### Collected data
------------
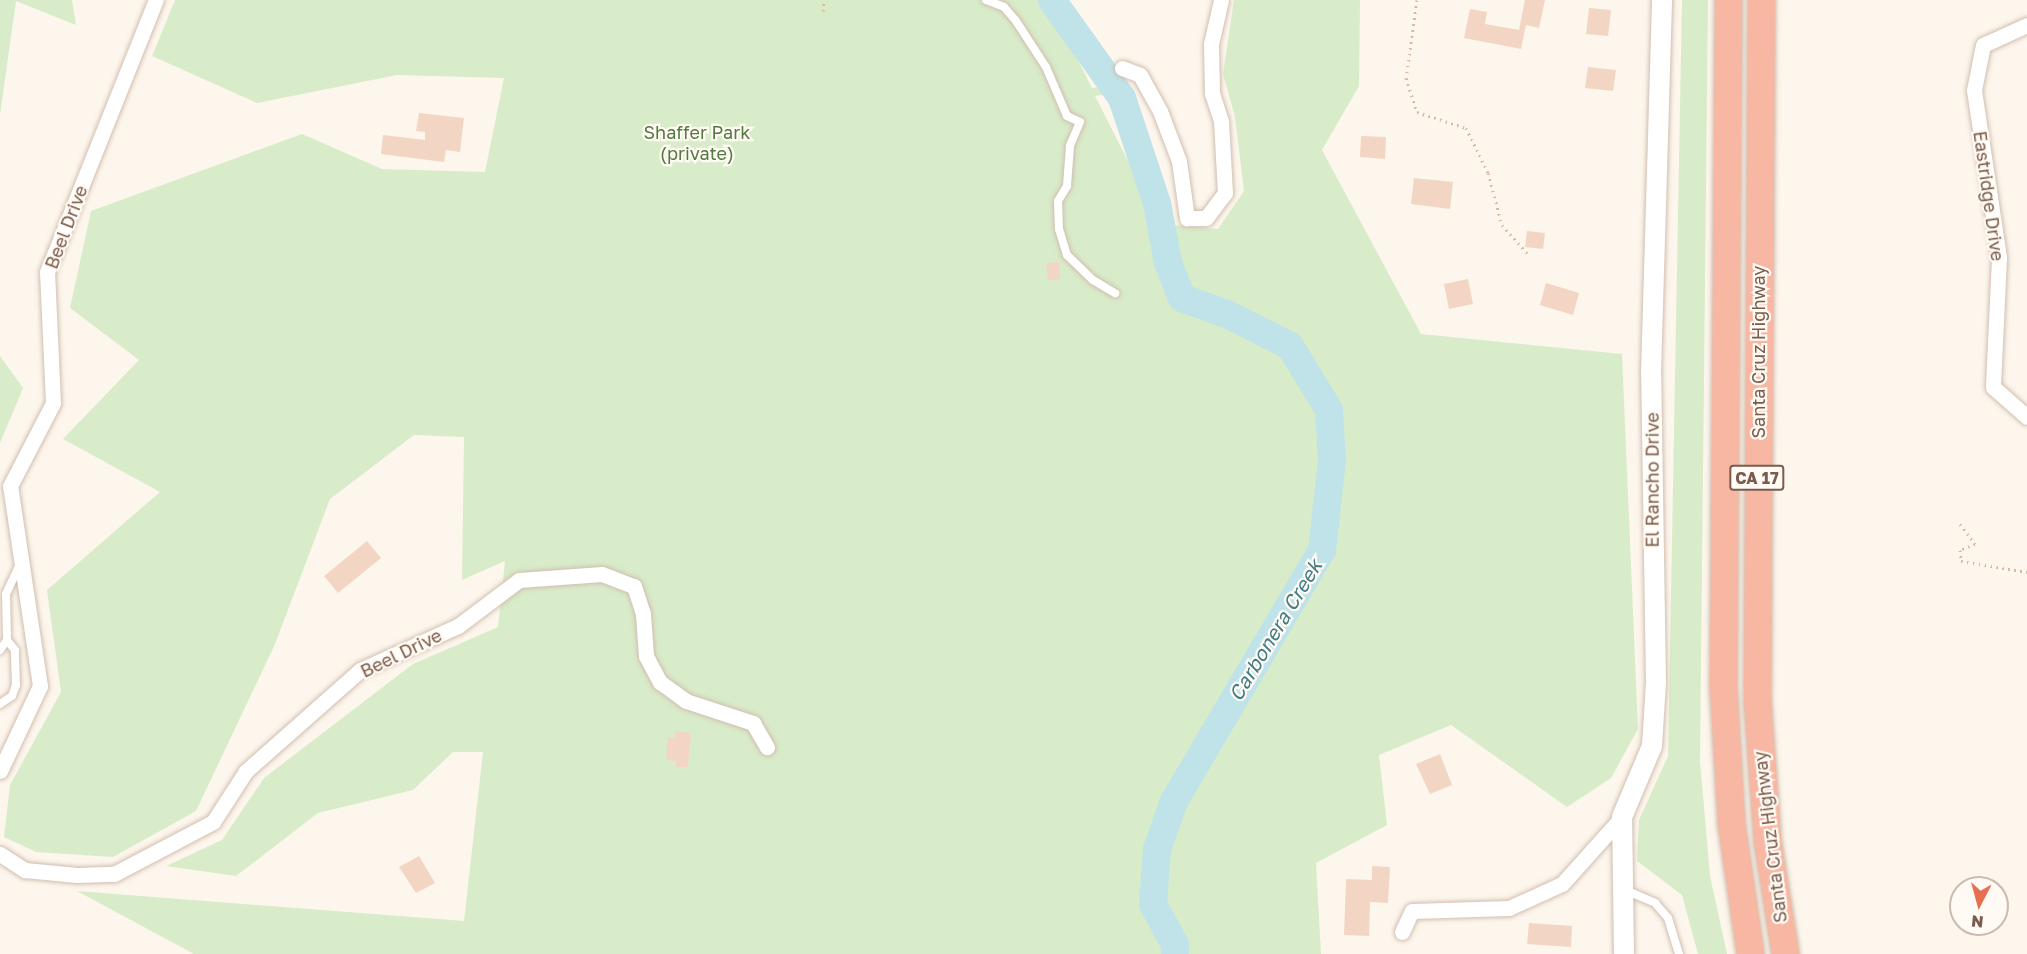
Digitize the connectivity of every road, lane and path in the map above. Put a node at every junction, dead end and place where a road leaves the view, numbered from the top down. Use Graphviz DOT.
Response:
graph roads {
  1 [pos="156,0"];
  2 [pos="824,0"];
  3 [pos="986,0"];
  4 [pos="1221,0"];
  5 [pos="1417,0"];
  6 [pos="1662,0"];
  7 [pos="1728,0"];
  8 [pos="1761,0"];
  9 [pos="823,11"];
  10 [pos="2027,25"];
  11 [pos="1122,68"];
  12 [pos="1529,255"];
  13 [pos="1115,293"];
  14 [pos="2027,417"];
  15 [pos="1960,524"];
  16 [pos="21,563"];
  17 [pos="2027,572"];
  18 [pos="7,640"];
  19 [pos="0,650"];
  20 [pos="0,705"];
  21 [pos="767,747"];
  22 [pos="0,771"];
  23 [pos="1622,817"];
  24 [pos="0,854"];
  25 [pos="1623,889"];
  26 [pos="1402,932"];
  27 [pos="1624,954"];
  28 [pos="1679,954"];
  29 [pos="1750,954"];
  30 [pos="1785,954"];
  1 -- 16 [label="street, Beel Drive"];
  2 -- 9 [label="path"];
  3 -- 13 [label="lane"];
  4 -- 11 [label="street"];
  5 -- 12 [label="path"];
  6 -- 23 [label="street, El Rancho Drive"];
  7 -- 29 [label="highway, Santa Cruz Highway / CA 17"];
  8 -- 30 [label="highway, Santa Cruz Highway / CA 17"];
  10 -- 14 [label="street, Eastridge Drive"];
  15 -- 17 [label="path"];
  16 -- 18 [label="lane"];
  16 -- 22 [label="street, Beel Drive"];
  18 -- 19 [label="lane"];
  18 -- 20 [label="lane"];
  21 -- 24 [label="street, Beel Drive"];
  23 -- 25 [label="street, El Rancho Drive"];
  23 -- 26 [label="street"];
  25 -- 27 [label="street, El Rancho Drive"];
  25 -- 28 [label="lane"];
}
------------
### Problem statement
Whenever a line of the data includes the word "Highway", show that line in full.

### Task response
  7 -- 29 [label="highway, Santa Cruz Highway / CA 17"];
  8 -- 30 [label="highway, Santa Cruz Highway / CA 17"];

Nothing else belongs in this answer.